Наконец, в-третьих, из Бака же: «Уверенность и д а ж е вера не дают гарантий — именно поэтому героиня Олеси Николаевой продолжает жить не в замкнутых рамках притчи, но в подлинном мире…» (разрядка моя. — И. Р. ). Далее идут слова о ее «неправедном упорствовании в желании быть художником» — и вот главное: «Что делает Олеся Николаева на вершине своего дара? Размашисто и дерзко отказывается совершить <…> стандартный выбор между непоэтическим праведным смирением и поэтической греховной страстью...» Уж кто-кто, а Олеся Николаева знает, что смирение бывает прекрасным, resp. поэтически не бесплодным (есть
у нее слова и о «праведности бесплодной», но все мы понимаем, что это такое), — а грех, как ни суй голову в песок, в конечном счете оказывается уродливой насмешкой над поэтическим. И суть дела — не в «дерзком» отказе от акта выбора (какая уж была бы тут дерзость, одна вялость души), а в риске, которым сопровождается этот акт. Художник-христианин постоянно находится в зоне риска — во всяком случае, сознает себя в ней отчетливей, чем тот, кто чужд парадоксам веры. Касательно же гарантий — какое там «даже»! Именно и только вера не дает никаких гарантий, а все остальное в мире наперебой предлагает свои гарантии, улавливая легко- и суе-верных.

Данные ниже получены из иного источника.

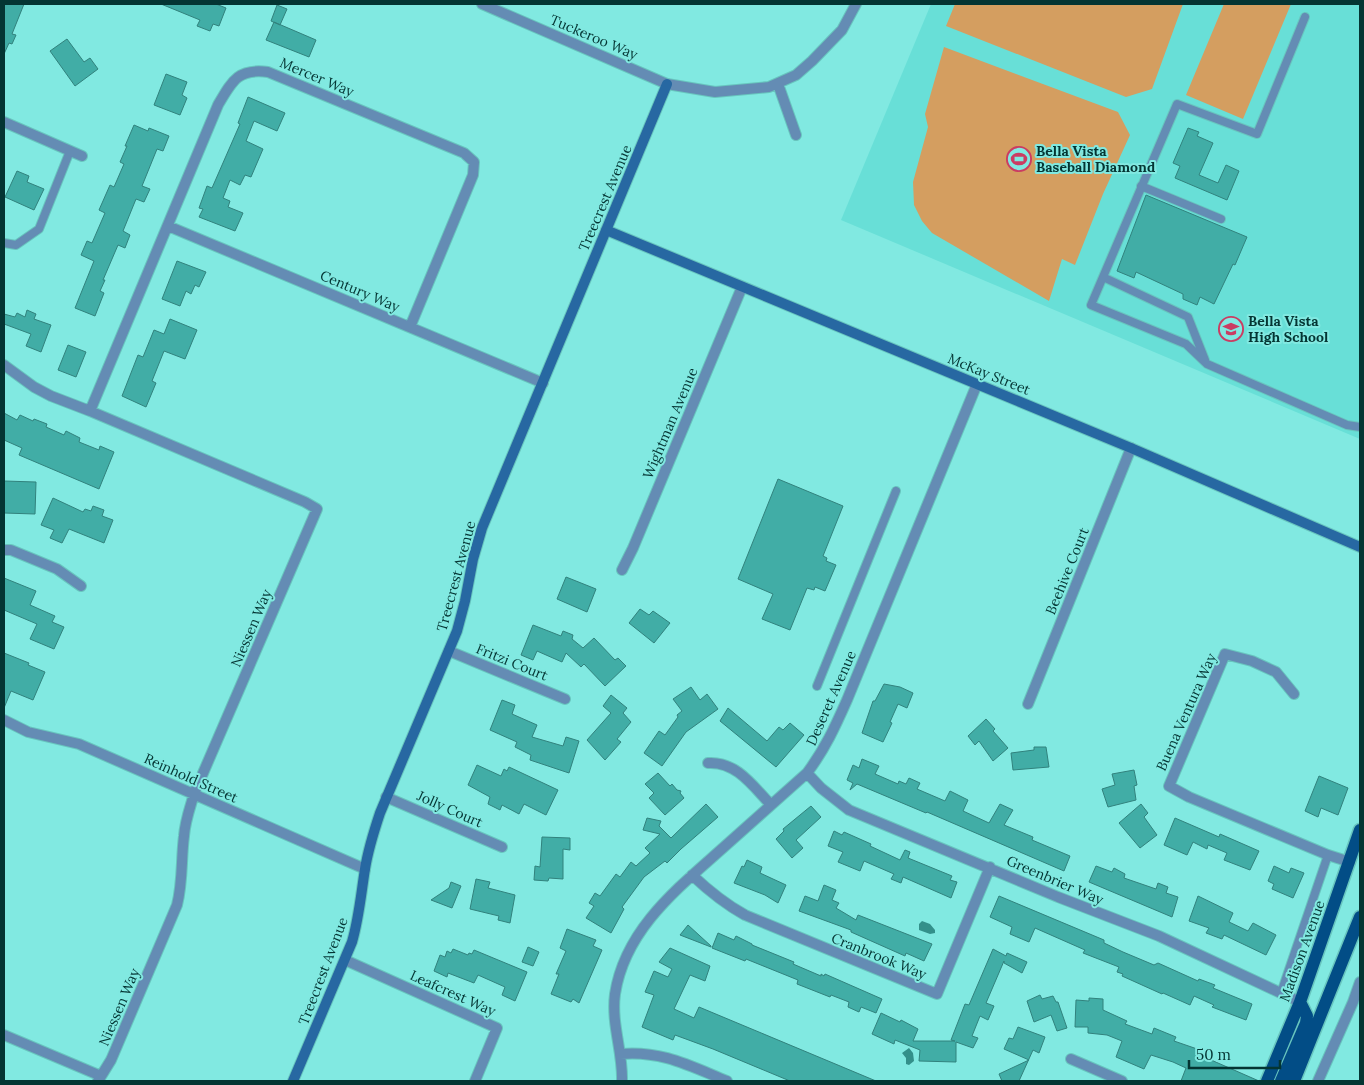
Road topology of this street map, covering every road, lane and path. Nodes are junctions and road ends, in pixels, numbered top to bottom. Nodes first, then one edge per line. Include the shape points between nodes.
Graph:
1 (482, 4) edge
2 (856, 4) edge
3 (1306, 17) dead end
4 (667, 84) junction
5 (778, 84) junction
6 (4, 122) edge
7 (796, 134) dead end
8 (70, 151) junction
9 (82, 156) dead end
10 (1142, 186) junction
11 (1221, 219) dead end
12 (168, 226) junction
13 (606, 230) junction
14 (4, 243) edge
15 (1103, 277) junction
16 (742, 286) junction
17 (410, 327) junction
18 (1207, 364) junction
19 (4, 365) edge
20 (543, 383) junction
21 (977, 384) junction
22 (90, 411) junction
23 (1360, 427) edge
24 (1131, 448) junction
25 (896, 491) dead end
26 (1360, 547) edge
27 (4, 550) edge
28 (622, 570) dead end
29 (81, 586) dead end
30 (449, 651) junction
31 (816, 686) dead end
32 (1294, 694) dead end
33 (565, 699) dead end
34 (1028, 704) dead end
35 (4, 720) edge
36 (708, 763) dead end
37 (807, 773) junction
38 (194, 794) junction
39 (386, 797) junction
40 (771, 805) junction
41 (1360, 830) edge
42 (502, 847) dead end
43 (1328, 855) junction
44 (1350, 862) junction
45 (990, 868) junction
46 (365, 869) junction
47 (692, 875) junction
48 (1360, 917) edge
49 (345, 960) junction
50 (1360, 982) edge
51 (1281, 993) junction
52 (1300, 1002) junction
53 (4, 1036) edge
54 (620, 1054) junction
55 (1071, 1059) dead end
56 (100, 1079) edge
57 (1321, 1080) edge
58 (293, 1081) edge
59 (475, 1081) edge
60 (622, 1081) edge
61 (727, 1081) edge
62 (1122, 1081) edge
63 (1267, 1081) edge
64 (1281, 1081) edge
65 (1294, 1081) edge

1 - 4 street, Tuckeroo Way
2 - 5 street via 842,30 812,61 796,75
3 - 10 lane via 1258,134 1177,104
4 - 5 street, Tuckeroo Way via 716,92
4 - 13 street, Treecrest Avenue
5 - 7 street
6 - 8 street
8 - 9 street
8 - 14 lane via 39,229 16,245
10 - 11 lane
10 - 15 lane
12 - 17 street, Century Way
12 - 17 street, Mercer Way via 218,105 232,82 243,73 254,70 268,72 464,153 474,162 473,175
12 - 22 street, Mercer Way
13 - 16 street, McKay Street
13 - 20 street, Treecrest Avenue
15 - 18 lane via 1188,317
15 - 18 lane via 1091,305 1186,344
16 - 21 street, McKay Street
16 - 28 street, Wightman Avenue
17 - 20 street, Century Way
18 - 23 lane via 1347,425
19 - 22 street, Niessen Way via 34,387
20 - 30 street, Treecrest Avenue via 479,538 465,601
21 - 24 street, McKay Street
21 - 37 street, Deseret Avenue via 833,732
22 - 38 street, Niessen Way via 317,508
24 - 26 street, McKay Street
24 - 34 street, Beehive Court
25 - 31 lane
27 - 29 street via 58,569
30 - 33 street, Fritzi Court
30 - 39 street, Treecrest Avenue
32 - 43 street, Buena Ventura Way via 1276,672 1225,654 1169,786 1189,798
35 - 38 street, Reinhold Street via 28,732 79,744
36 - 40 street via 734,768
37 - 40 street, Deseret Avenue
37 - 45 street, Greenbrier Way via 849,810
38 - 46 street, Reinhold Street
38 - 56 street, Niessen Way via 186,818 182,888 177,905
39 - 42 street, Jolly Court
39 - 46 street, Treecrest Avenue via 371,838
40 - 47 street, Deseret Avenue
41 - 44 main road, Madison Avenue
43 - 44 street, Buena Ventura Way
43 - 51 lane
44 - 52 main road, Madison Avenue
45 - 47 street, Cranbrook Way via 937,994 745,916
45 - 51 street, Greenbrier Way via 1159,936
46 - 49 street, Treecrest Avenue via 358,922
47 - 54 street, Deseret Avenue via 656,910 627,956 619,977 614,1011
48 - 65 main road
49 - 58 street, Treecrest Avenue
49 - 59 street, Leafcrest Way via 497,1028
50 - 57 street
51 - 52 street, Greenbrier Way
52 - 63 main road, Madison Avenue
52 - 64 main road via 1307,1016 1306,1023
53 - 56 street
54 - 60 street, Deseret Avenue
54 - 61 street via 662,1056
55 - 62 street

Это путь по острию ножа, но что может быть привлекательней для такого авантюриста, каков по природе своей поэт? Труд О. Николаевой «Православие и творчество» [2] , ее речь при вручении премии «Поэт» не оставляют ни малейшего сомнения в том, что между позицией верующего христианина и ролью современного художника она не только не желает видеть коллизии, но «даже» и не мыслит творческой победы без обращенности к Подателю вдохновения.
И все-таки, неожиданно для себя, признаюсь, что Дмитрий Бак в чем-то и прав. Некое противоречие (без которого, должно быть, немыслимо движение вперед) в новой книге выходит наружу. Оно действительно лежит в области поэтики — в ее соотнесении с потребностями усложнившейся души.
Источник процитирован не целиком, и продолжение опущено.